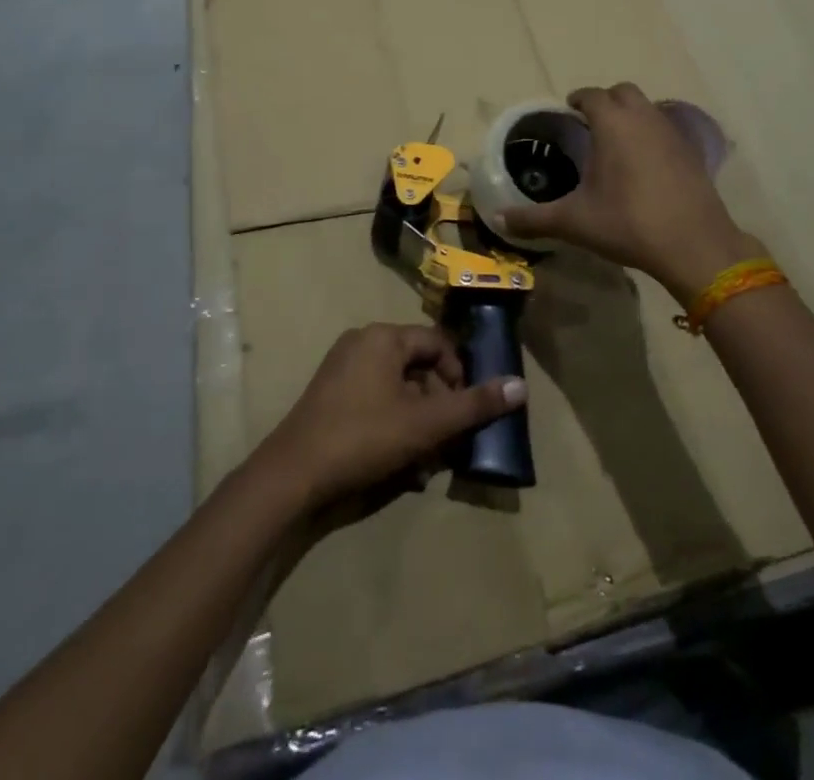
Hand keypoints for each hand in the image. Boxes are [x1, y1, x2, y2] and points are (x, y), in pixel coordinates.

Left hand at [251, 324, 524, 512]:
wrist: (292, 476)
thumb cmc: (364, 437)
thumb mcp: (426, 423)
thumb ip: (474, 405)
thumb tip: (521, 387)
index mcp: (383, 338)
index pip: (437, 343)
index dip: (459, 375)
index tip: (467, 410)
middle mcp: (361, 344)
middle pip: (417, 366)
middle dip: (438, 404)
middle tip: (448, 440)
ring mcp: (341, 370)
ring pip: (397, 389)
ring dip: (418, 421)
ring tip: (425, 460)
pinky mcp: (330, 398)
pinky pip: (375, 402)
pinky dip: (393, 426)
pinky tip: (399, 464)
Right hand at [494, 83, 763, 300]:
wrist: (694, 245)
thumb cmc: (628, 223)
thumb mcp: (575, 222)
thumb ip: (534, 219)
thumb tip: (499, 220)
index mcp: (613, 124)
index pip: (592, 95)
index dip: (578, 99)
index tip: (568, 110)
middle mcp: (643, 118)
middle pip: (623, 92)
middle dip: (605, 101)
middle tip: (590, 123)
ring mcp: (672, 132)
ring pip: (647, 108)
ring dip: (630, 115)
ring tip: (615, 142)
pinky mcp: (691, 151)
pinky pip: (665, 128)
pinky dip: (651, 134)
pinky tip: (644, 163)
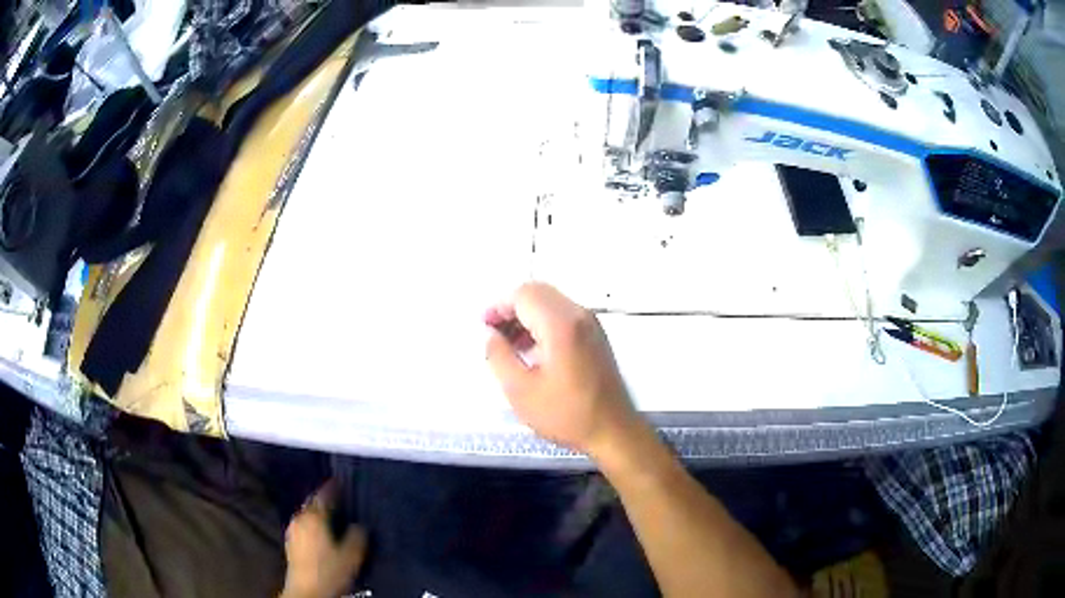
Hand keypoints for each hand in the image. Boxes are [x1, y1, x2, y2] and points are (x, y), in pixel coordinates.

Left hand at [280, 481, 366, 597]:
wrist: (307, 591)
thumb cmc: (329, 571)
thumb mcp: (351, 555)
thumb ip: (357, 536)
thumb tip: (358, 525)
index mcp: (314, 517)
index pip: (324, 495)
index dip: (334, 487)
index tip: (342, 480)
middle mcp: (300, 519)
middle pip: (313, 504)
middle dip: (325, 501)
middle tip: (341, 500)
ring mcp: (293, 530)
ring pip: (308, 515)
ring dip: (319, 514)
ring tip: (334, 518)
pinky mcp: (291, 543)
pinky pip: (304, 526)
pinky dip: (314, 525)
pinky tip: (323, 535)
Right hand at [485, 282, 645, 457]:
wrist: (613, 431)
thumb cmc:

→ GOAL OF THE EXERCISE
Restate the records in full and word for word, but keep the pictures out.

→ ANSWER TO THIS EXERCISE
Hand keypoints for each hand in the image. Boxes are [x1, y1, x2, y2] and points are (x, y), in pixel coordinates.

Left hand at [251, 324, 524, 512]:
wrist: (292, 476)
thumb cmc: (364, 437)
thumb mcp: (426, 423)
thumb ip: (474, 405)
thumb tip: (521, 387)
index mcp: (383, 338)
index pip: (437, 343)
index dip: (459, 375)
index tip: (467, 410)
middle mcp: (361, 344)
middle pip: (417, 366)
middle dip: (438, 404)
middle tip: (448, 440)
ring mcp: (341, 370)
ring pip: (397, 389)
ring dip: (418, 421)
ring tip: (425, 460)
pinky mcp: (330, 398)
pinky pip: (375, 402)
pinky dip: (393, 426)
pinky tip: (399, 464)
Right hand at [494, 83, 763, 300]:
wrist: (694, 245)
thumb cmc: (628, 223)
thumb mcp: (575, 222)
thumb ip: (534, 219)
thumb tip: (499, 220)
index mcp: (613, 124)
index pip: (592, 95)
index dip: (578, 99)
index tip: (568, 110)
middle mcp: (643, 118)
middle pip: (623, 92)
middle dip: (605, 101)
middle tip: (590, 123)
ring mcp: (672, 132)
ring pip: (647, 108)
ring dip: (630, 115)
ring tip: (615, 142)
pinky mcp: (691, 151)
pinky pip: (665, 128)
pinky dip: (651, 134)
pinky tip: (644, 163)
Hand keypoints for each hand in the image. Boxes are [x1, y1, x2, y2] and points are (x, y), in pixel coordinates.

Left hand at [280, 481, 366, 597]:
wrist: (307, 591)
thumb cmc: (329, 571)
thumb mcp: (351, 555)
thumb ip: (357, 536)
thumb tip: (358, 525)
index mcp: (314, 517)
index pip: (324, 495)
index dip: (334, 487)
index tip: (342, 480)
middle mcp: (300, 519)
middle pip: (313, 504)
middle dip: (325, 501)
middle tip: (341, 500)
ring mcp: (293, 530)
ring pip: (308, 515)
ring dip: (319, 514)
ring tip: (334, 518)
pinky mcp: (291, 543)
pinky pip: (304, 526)
pinky dip: (314, 525)
pinky tip: (323, 535)
Right hand at [485, 282, 645, 457]:
wrist: (613, 431)
thumb cmc:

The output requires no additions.